The industry has strong growth potential.

But CMG will have trouble competing, and the move could distract management from the issues plaguing the core business.

Chipotle (NYSE:CMG) announced that it will open its first hamburger restaurant, Tasty Made, this fall. The restaurant will focus on a narrow menu of burgers, fries, and milkshakes made with high-quality, natural ingredients. The move into gourmet burgers represents the latest step in CMG's efforts to diversify away from burritos into new categories, and follows in the footsteps of ShopHouse Southeast Asia Kitchen and Pizzeria Locale. Chipotle will follow the same "food with responsibility" concept that made its restaurants so popular to begin with, and will use beef from animals raised without the use of antibiotics and added hormones. We can understand why Chipotle wants to expand into the premium burger category, but CMG will struggle and we think the firm would be better served cleaning up issues at its core business.

The gourmet burger sector is the fastest-growing segment in the restaurant industry. More and more consumers, especially those in younger demographics, are demanding foods made with all natural ingredients, and burgers are a timeless classic that will never wear out even as customers become more conscious of their health. The demand for quality, "responsible" foods is what made Chipotle such a disruptive force in the first place, and the likes of McDonald's (NYSE:MCD) and other fast food chains that focus on value over quality have lost share in recent years. One in 10 fast food burger customers switched to gourmet burgers in the last year alone, and by expanding into this segment CMG could start replacing some of the customers it lost as a result of the e.coli outbreak. Management has offered discounts and promotions to win back customers, which has had a big impact on margins. In the latest quarter CMG's profits fell 82%. Premium burgers would give CMG the opportunity to get some of these margins back, as customers have showed a willingness to pay up for quality.

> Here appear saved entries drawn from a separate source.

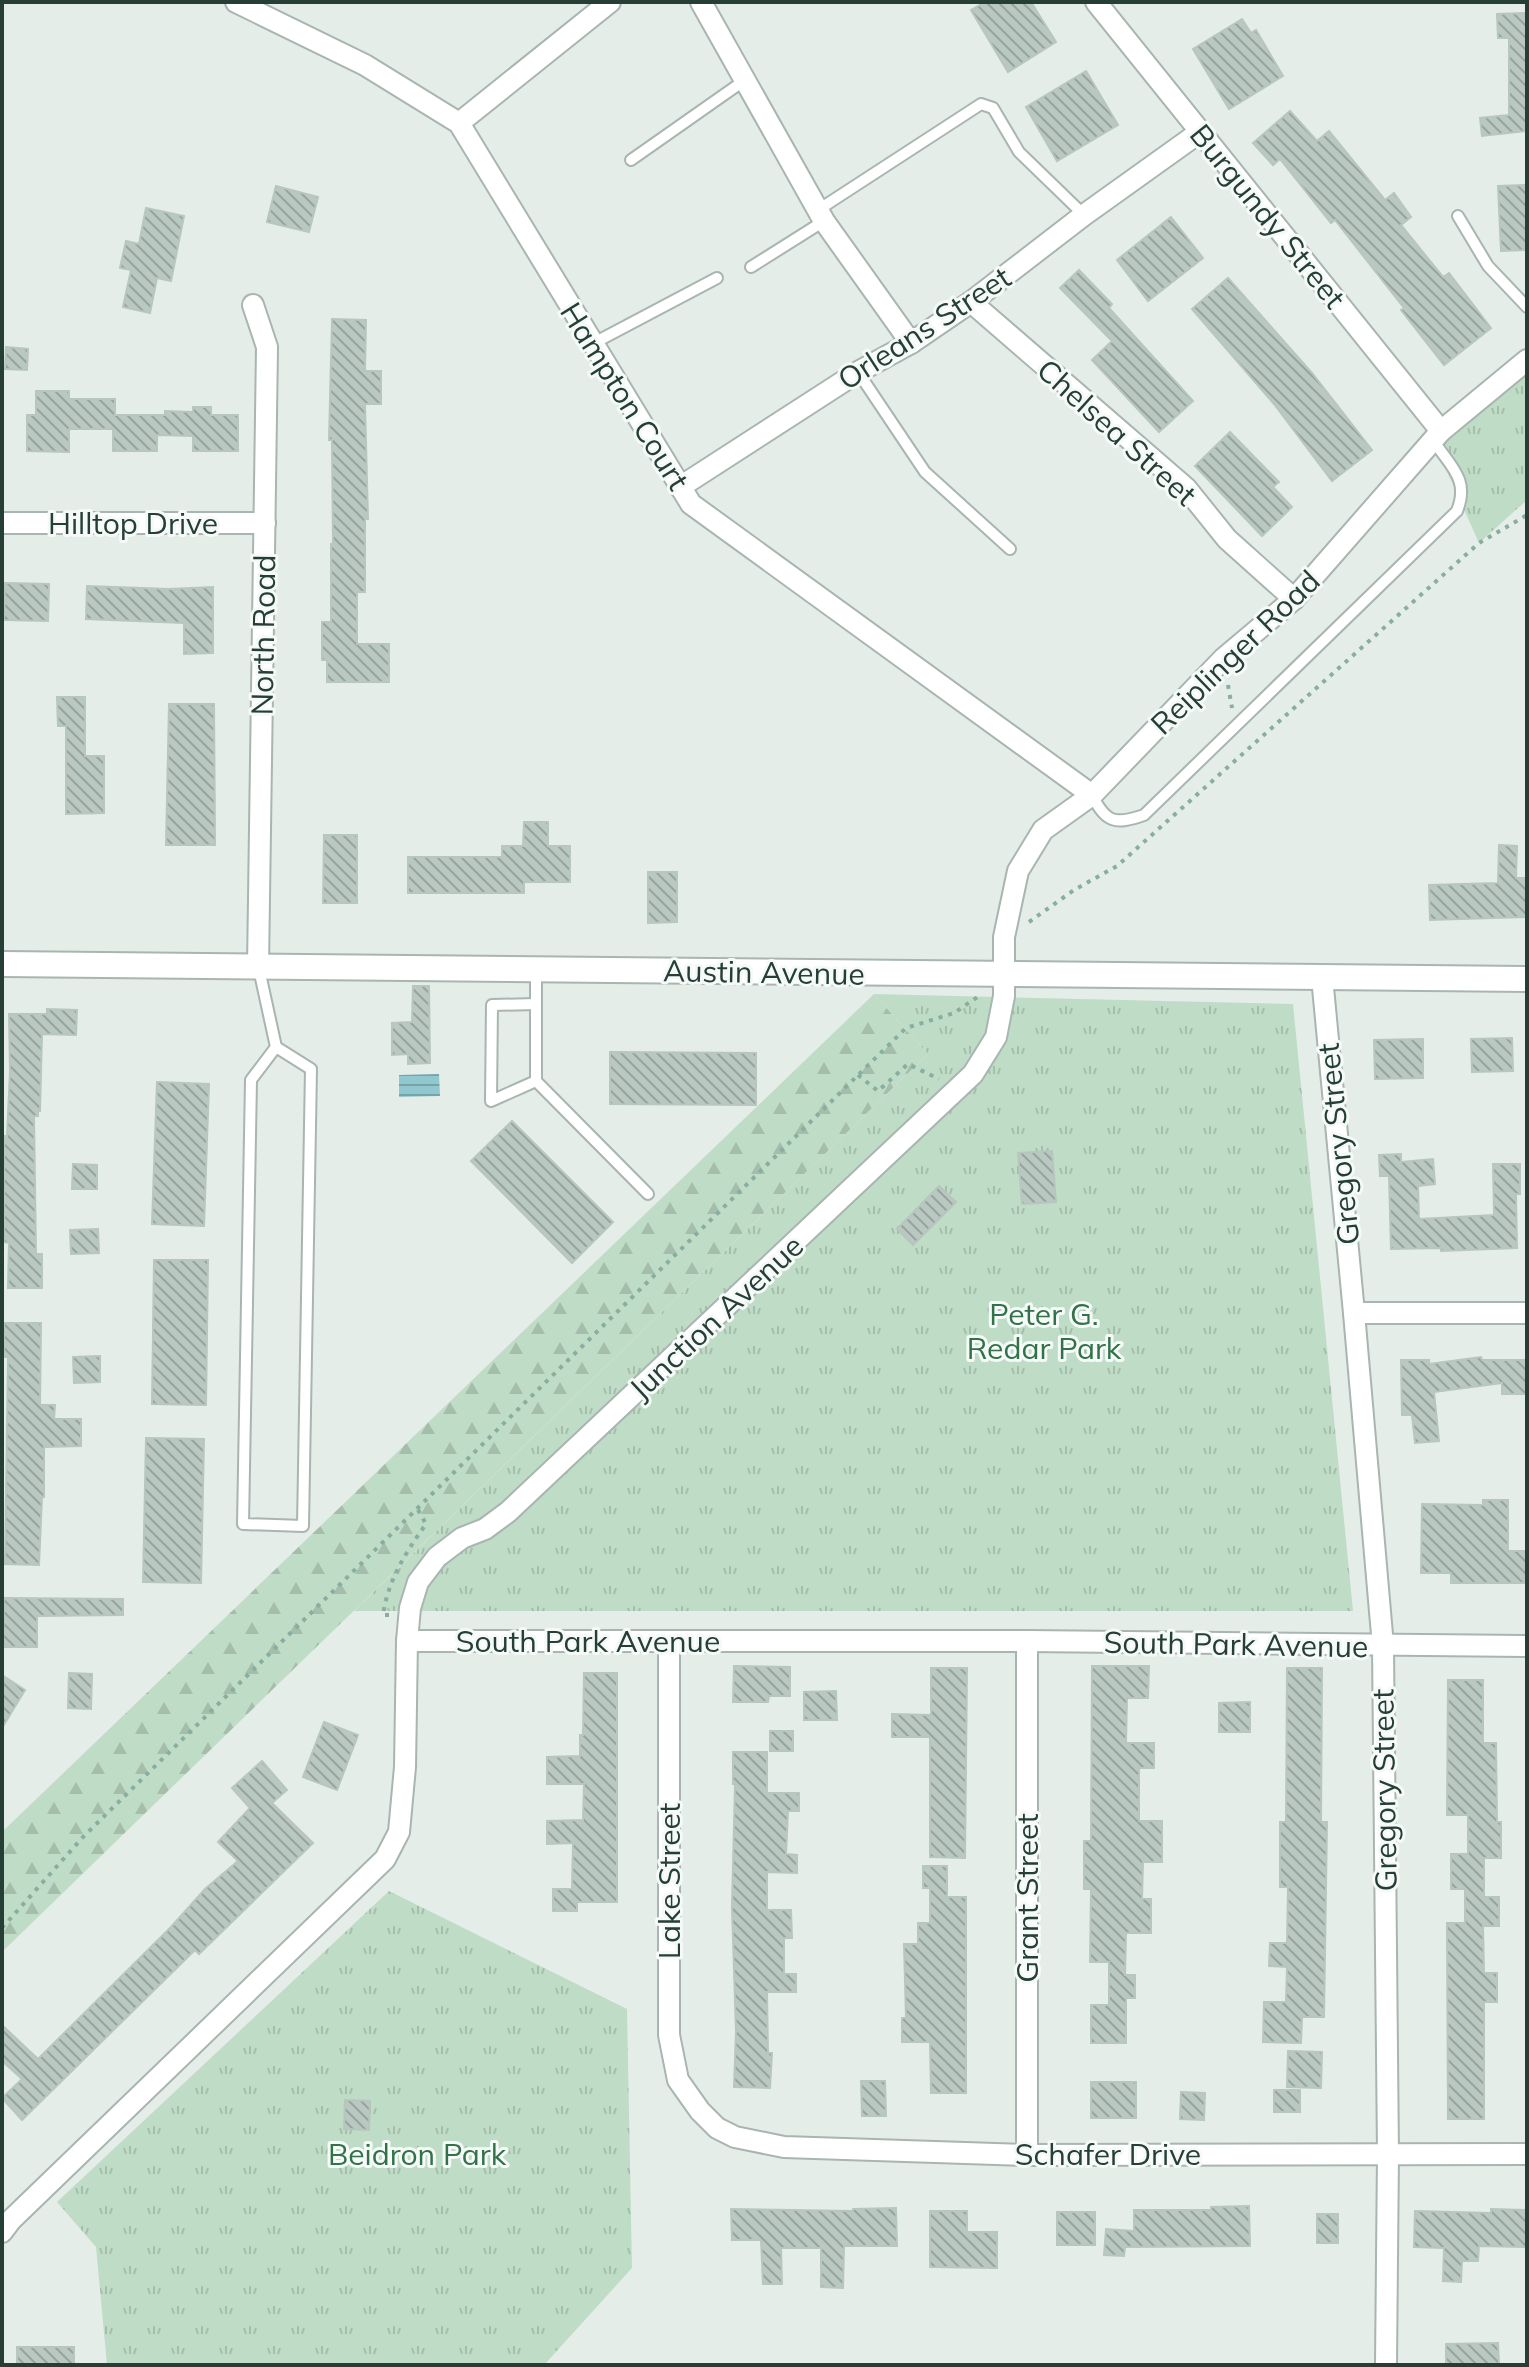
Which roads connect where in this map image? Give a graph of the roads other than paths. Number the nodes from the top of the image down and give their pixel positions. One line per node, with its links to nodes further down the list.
1 (236, 2): 6 (street, Hampton Court)
2 (610, 2): 6 (street)
3 (701, 2): 5 (street)
4 (1096, 2): 7 (street, Burgundy Street)
5 (745, 80): 8 (lane); 10 (street)
6 (459, 123): 18 (street, Hampton Court)
7 (1200, 132): 9 (street, Orleans Street); 21 (street, Burgundy Street)
8 (631, 160)
9 (1084, 215): 10 (lane); 14 (street, Orleans Street)
10 (821, 216): 12 (lane); 17 (street)
11 (1458, 216): 16 (lane)
12 (751, 267)
13 (717, 278): 18 (lane)
14 (971, 302): 17 (street, Orleans Street); 26 (street, Chelsea Street)
15 (253, 305): 24 (street, North Road)
16 (1527, 307)
17 (911, 343): 20 (street, Orleans Street)
18 (592, 344): 22 (street, Hampton Court)
19 (1527, 360): 21 (street, Reiplinger Road)
20 (858, 372): 22 (street, Orleans Street); 25 (lane)
21 (1437, 435): 26 (street, Reiplinger Road); 27 (lane)
22 (680, 487): 27 (street, Hampton Court)
23 (2, 523): 24 (street, Hilltop Drive)
24 (265, 523): 29 (street, North Road)
25 (1010, 549)
26 (1294, 599): 27 (street, Reiplinger Road)
27 (1092, 795): 33 (street, Reiplinger Road)
28 (2, 964): 29 (street, Austin Avenue)
29 (258, 967): 30 (street, Austin Avenue); 35 (lane)
30 (536, 970): 33 (street, Austin Avenue); 34 (lane)
31 (1322, 977): 32 (street, Austin Avenue); 33 (street, Austin Avenue); 38 (street, Gregory Street)
32 (1527, 979)
33 (1003, 985): 40 (street, Junction Avenue)
34 (536, 1004): 36 (lane); 36 (lane)
35 (276, 1047): 35 (lane)
36 (536, 1081): 37 (lane)
37 (648, 1194)
38 (1354, 1313): 39 (street); 43 (street, Gregory Street)
39 (1527, 1313)
40 (407, 1641): 42 (street, South Park Avenue); 49 (street)
41 (1027, 1641): 42 (street, South Park Avenue); 43 (street, South Park Avenue); 48 (street, Grant Street)
42 (669, 1642): 45 (street, Lake Street)
43 (1383, 1646): 44 (street, South Park Avenue); 46 (street, Gregory Street)
44 (1527, 1646)
45 (700, 2111): 48 (street, Schafer Drive)
46 (1388, 2154): 47 (street, Schafer Drive); 48 (street, Schafer Drive); 50 (street, Gregory Street)
47 (1527, 2154)
48 (1027, 2155)
49 (2, 2232)
50 (1386, 2365)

But the expansion into gourmet burgers presents a number of challenges, and we think CMG should avoid the category altogether. Our biggest concern is that it would distract Chipotle from the food safety issues in its core business that have crushed the stock over the past year. Management needs to focus on getting back customers and restoring CMG's reputation instead of branching into a new area in which it lacks experience. And, despite the strong market growth, competition in the premium burger category has gotten much more intense in recent years, with a proliferation of new chains coming on line. Shake Shack (NYSE:SHAK), Five Guys, Smash Burger, and Habit Burger, are just a few examples, and SHAK in particular has established competitive advantages that will make it difficult for less-proven rivals to unseat, especially a company like Chipotle. This is because competition in the premium burger category is based on food quality, which shapes brand perceptions. This is a big problem for Chipotle, whose reputation has been tarnished by beef quality issues. Premium burger customers, many of whom are likely former Chipotle patrons, will not have not forgotten the issues at Chipotle, and we think CMG will have trouble generating excitement for its burgers.


Chipotle is getting desperate, but premium burgers aren't the answer. It does not make sense for a company, whose reputation has been tarnished by food quality issues, to enter an industry where purchase decisions are based on perceptions of food quality and reputation. The incumbents are much stronger in these areas, and CMG needs to focus on turning things around in its core business. Only after it does this should CMG even consider going after gourmet burgers.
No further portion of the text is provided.